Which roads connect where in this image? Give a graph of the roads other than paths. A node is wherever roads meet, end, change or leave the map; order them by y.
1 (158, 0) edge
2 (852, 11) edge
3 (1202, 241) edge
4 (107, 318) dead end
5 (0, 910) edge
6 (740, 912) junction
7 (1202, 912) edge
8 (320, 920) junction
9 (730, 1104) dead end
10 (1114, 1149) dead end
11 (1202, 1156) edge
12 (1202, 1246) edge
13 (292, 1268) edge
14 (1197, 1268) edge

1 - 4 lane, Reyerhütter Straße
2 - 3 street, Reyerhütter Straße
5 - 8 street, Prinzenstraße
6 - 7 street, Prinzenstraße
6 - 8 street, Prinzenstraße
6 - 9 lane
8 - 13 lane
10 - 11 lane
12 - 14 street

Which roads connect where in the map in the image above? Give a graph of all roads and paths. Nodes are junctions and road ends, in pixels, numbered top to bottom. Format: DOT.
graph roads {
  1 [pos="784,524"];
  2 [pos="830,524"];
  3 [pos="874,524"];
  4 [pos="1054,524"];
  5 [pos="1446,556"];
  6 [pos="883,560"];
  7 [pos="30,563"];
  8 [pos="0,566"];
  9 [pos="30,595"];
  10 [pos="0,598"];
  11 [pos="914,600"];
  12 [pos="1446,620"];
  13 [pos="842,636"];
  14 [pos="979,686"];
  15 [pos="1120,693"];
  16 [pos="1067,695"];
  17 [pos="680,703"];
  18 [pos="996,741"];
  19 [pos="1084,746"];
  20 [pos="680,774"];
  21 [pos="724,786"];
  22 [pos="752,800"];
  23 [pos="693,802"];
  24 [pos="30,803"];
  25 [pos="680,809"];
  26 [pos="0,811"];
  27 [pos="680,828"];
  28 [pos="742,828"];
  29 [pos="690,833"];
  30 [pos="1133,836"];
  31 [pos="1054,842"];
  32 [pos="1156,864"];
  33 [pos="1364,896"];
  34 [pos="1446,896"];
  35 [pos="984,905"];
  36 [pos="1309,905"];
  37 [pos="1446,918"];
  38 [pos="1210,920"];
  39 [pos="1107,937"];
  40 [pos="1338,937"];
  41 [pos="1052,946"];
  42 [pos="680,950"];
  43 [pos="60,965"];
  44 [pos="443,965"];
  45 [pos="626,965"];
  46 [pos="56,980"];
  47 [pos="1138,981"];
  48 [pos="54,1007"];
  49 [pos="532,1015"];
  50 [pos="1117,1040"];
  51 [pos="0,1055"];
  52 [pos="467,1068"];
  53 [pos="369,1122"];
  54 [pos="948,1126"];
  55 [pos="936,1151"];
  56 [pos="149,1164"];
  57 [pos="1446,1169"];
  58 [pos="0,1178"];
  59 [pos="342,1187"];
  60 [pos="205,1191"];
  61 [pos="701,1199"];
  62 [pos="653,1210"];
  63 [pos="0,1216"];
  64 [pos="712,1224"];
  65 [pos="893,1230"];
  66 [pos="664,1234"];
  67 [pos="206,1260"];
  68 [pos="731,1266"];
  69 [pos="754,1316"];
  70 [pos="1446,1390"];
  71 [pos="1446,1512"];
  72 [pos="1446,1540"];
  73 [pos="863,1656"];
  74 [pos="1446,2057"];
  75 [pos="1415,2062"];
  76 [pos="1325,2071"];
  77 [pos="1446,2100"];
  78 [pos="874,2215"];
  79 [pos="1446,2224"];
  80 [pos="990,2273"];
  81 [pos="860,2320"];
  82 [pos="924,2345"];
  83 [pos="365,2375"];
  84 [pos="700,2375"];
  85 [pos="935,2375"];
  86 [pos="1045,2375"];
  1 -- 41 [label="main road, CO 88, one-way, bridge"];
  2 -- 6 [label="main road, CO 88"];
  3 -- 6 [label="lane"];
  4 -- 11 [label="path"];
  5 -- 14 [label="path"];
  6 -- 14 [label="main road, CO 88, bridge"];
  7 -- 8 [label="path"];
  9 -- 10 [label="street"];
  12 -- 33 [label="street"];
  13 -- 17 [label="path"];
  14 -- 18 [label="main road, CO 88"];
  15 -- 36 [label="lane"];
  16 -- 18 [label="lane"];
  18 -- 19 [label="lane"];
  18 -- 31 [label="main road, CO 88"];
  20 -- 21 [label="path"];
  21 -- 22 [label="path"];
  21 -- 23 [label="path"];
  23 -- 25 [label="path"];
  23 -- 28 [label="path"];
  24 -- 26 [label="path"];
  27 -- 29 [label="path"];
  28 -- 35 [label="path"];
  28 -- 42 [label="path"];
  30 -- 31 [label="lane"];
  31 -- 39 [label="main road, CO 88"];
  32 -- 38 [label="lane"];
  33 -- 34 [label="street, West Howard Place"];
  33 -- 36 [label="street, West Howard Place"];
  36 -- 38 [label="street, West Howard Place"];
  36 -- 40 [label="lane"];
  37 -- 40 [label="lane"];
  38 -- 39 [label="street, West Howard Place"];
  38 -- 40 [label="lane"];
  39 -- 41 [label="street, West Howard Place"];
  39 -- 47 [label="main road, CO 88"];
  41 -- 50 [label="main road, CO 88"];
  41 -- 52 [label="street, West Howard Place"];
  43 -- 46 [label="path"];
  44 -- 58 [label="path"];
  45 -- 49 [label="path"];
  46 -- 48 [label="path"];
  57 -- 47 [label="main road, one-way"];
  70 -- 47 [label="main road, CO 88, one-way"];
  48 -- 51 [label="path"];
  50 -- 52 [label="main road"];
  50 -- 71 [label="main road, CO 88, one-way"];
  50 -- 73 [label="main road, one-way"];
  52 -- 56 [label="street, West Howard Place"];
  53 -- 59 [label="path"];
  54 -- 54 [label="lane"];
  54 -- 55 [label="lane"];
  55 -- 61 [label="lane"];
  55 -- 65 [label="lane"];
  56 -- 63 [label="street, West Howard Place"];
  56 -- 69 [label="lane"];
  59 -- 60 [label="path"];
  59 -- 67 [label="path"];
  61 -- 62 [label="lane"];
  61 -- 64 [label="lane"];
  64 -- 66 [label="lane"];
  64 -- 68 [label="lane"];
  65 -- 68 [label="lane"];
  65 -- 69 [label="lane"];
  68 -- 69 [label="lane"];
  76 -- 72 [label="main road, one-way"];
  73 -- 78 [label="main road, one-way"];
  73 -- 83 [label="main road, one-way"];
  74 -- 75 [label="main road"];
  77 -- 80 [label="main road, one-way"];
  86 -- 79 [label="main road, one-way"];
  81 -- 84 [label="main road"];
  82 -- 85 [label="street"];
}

++++++++

* Instructions to follow: Of all the lines above, count the ones that include the string "paths" and give the number alone.

* Output: 2